[Collected data entries]
──────────────────────────────
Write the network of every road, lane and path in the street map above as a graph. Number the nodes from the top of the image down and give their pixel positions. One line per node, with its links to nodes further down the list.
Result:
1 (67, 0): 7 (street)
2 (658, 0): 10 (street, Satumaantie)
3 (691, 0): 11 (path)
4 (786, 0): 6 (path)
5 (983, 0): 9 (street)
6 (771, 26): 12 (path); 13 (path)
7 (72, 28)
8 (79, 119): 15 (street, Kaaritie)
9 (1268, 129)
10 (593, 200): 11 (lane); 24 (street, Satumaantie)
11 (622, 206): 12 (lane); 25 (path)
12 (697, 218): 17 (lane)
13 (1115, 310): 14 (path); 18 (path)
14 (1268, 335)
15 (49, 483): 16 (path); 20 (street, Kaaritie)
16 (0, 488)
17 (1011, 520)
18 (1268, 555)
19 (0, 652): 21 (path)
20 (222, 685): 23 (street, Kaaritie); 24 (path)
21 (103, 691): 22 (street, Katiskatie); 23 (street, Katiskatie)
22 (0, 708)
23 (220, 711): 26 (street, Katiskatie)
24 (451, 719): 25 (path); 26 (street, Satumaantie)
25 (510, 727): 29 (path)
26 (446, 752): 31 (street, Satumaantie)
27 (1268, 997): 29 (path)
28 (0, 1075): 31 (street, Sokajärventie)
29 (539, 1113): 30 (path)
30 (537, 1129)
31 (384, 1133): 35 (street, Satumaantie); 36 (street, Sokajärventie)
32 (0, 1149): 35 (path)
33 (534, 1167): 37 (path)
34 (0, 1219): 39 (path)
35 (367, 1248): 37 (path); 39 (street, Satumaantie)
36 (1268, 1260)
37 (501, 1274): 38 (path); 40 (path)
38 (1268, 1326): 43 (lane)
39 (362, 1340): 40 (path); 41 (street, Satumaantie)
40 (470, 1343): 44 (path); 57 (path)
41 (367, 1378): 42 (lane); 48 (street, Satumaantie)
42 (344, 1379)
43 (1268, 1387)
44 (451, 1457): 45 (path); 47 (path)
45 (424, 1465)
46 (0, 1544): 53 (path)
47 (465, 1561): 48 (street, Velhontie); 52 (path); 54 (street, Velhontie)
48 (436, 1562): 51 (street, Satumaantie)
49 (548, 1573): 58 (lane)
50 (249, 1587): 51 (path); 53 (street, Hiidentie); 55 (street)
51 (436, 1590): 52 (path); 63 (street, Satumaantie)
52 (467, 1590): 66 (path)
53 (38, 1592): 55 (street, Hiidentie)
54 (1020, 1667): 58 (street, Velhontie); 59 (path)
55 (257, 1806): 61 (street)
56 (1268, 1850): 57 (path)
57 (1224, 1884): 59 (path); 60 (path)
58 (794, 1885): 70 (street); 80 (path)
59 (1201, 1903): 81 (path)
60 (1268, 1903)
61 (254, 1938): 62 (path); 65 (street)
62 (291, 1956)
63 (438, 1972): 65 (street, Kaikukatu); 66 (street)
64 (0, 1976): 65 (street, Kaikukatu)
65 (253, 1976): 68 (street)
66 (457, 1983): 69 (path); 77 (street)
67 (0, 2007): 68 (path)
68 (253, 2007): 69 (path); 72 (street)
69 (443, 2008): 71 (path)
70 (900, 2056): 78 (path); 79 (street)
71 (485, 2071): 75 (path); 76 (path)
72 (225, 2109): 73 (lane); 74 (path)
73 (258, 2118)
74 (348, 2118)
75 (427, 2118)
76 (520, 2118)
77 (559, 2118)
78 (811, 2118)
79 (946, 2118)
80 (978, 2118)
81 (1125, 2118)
──────────────────────────────
= Exercise requirements =
Return the data in its entirety, exactly as given.

= Output =
Write the network of every road, lane and path in the street map above as a graph. Number the nodes from the top of the image down and give their pixel positions. One line per node, with its links to nodes further down the list.
Result:
1 (67, 0): 7 (street)
2 (658, 0): 10 (street, Satumaantie)
3 (691, 0): 11 (path)
4 (786, 0): 6 (path)
5 (983, 0): 9 (street)
6 (771, 26): 12 (path); 13 (path)
7 (72, 28)
8 (79, 119): 15 (street, Kaaritie)
9 (1268, 129)
10 (593, 200): 11 (lane); 24 (street, Satumaantie)
11 (622, 206): 12 (lane); 25 (path)
12 (697, 218): 17 (lane)
13 (1115, 310): 14 (path); 18 (path)
14 (1268, 335)
15 (49, 483): 16 (path); 20 (street, Kaaritie)
16 (0, 488)
17 (1011, 520)
18 (1268, 555)
19 (0, 652): 21 (path)
20 (222, 685): 23 (street, Kaaritie); 24 (path)
21 (103, 691): 22 (street, Katiskatie); 23 (street, Katiskatie)
22 (0, 708)
23 (220, 711): 26 (street, Katiskatie)
24 (451, 719): 25 (path); 26 (street, Satumaantie)
25 (510, 727): 29 (path)
26 (446, 752): 31 (street, Satumaantie)
27 (1268, 997): 29 (path)
28 (0, 1075): 31 (street, Sokajärventie)
29 (539, 1113): 30 (path)
30 (537, 1129)
31 (384, 1133): 35 (street, Satumaantie); 36 (street, Sokajärventie)
32 (0, 1149): 35 (path)
33 (534, 1167): 37 (path)
34 (0, 1219): 39 (path)
35 (367, 1248): 37 (path); 39 (street, Satumaantie)
36 (1268, 1260)
37 (501, 1274): 38 (path); 40 (path)
38 (1268, 1326): 43 (lane)
39 (362, 1340): 40 (path); 41 (street, Satumaantie)
40 (470, 1343): 44 (path); 57 (path)
41 (367, 1378): 42 (lane); 48 (street, Satumaantie)
42 (344, 1379)
43 (1268, 1387)
44 (451, 1457): 45 (path); 47 (path)
45 (424, 1465)
46 (0, 1544): 53 (path)
47 (465, 1561): 48 (street, Velhontie); 52 (path); 54 (street, Velhontie)
48 (436, 1562): 51 (street, Satumaantie)
49 (548, 1573): 58 (lane)
50 (249, 1587): 51 (path); 53 (street, Hiidentie); 55 (street)
51 (436, 1590): 52 (path); 63 (street, Satumaantie)
52 (467, 1590): 66 (path)
53 (38, 1592): 55 (street, Hiidentie)
54 (1020, 1667): 58 (street, Velhontie); 59 (path)
55 (257, 1806): 61 (street)
56 (1268, 1850): 57 (path)
57 (1224, 1884): 59 (path); 60 (path)
58 (794, 1885): 70 (street); 80 (path)
59 (1201, 1903): 81 (path)
60 (1268, 1903)
61 (254, 1938): 62 (path); 65 (street)
62 (291, 1956)
63 (438, 1972): 65 (street, Kaikukatu); 66 (street)
64 (0, 1976): 65 (street, Kaikukatu)
65 (253, 1976): 68 (street)
66 (457, 1983): 69 (path); 77 (street)
67 (0, 2007): 68 (path)
68 (253, 2007): 69 (path); 72 (street)
69 (443, 2008): 71 (path)
70 (900, 2056): 78 (path); 79 (street)
71 (485, 2071): 75 (path); 76 (path)
72 (225, 2109): 73 (lane); 74 (path)
73 (258, 2118)
74 (348, 2118)
75 (427, 2118)
76 (520, 2118)
77 (559, 2118)
78 (811, 2118)
79 (946, 2118)
80 (978, 2118)
81 (1125, 2118)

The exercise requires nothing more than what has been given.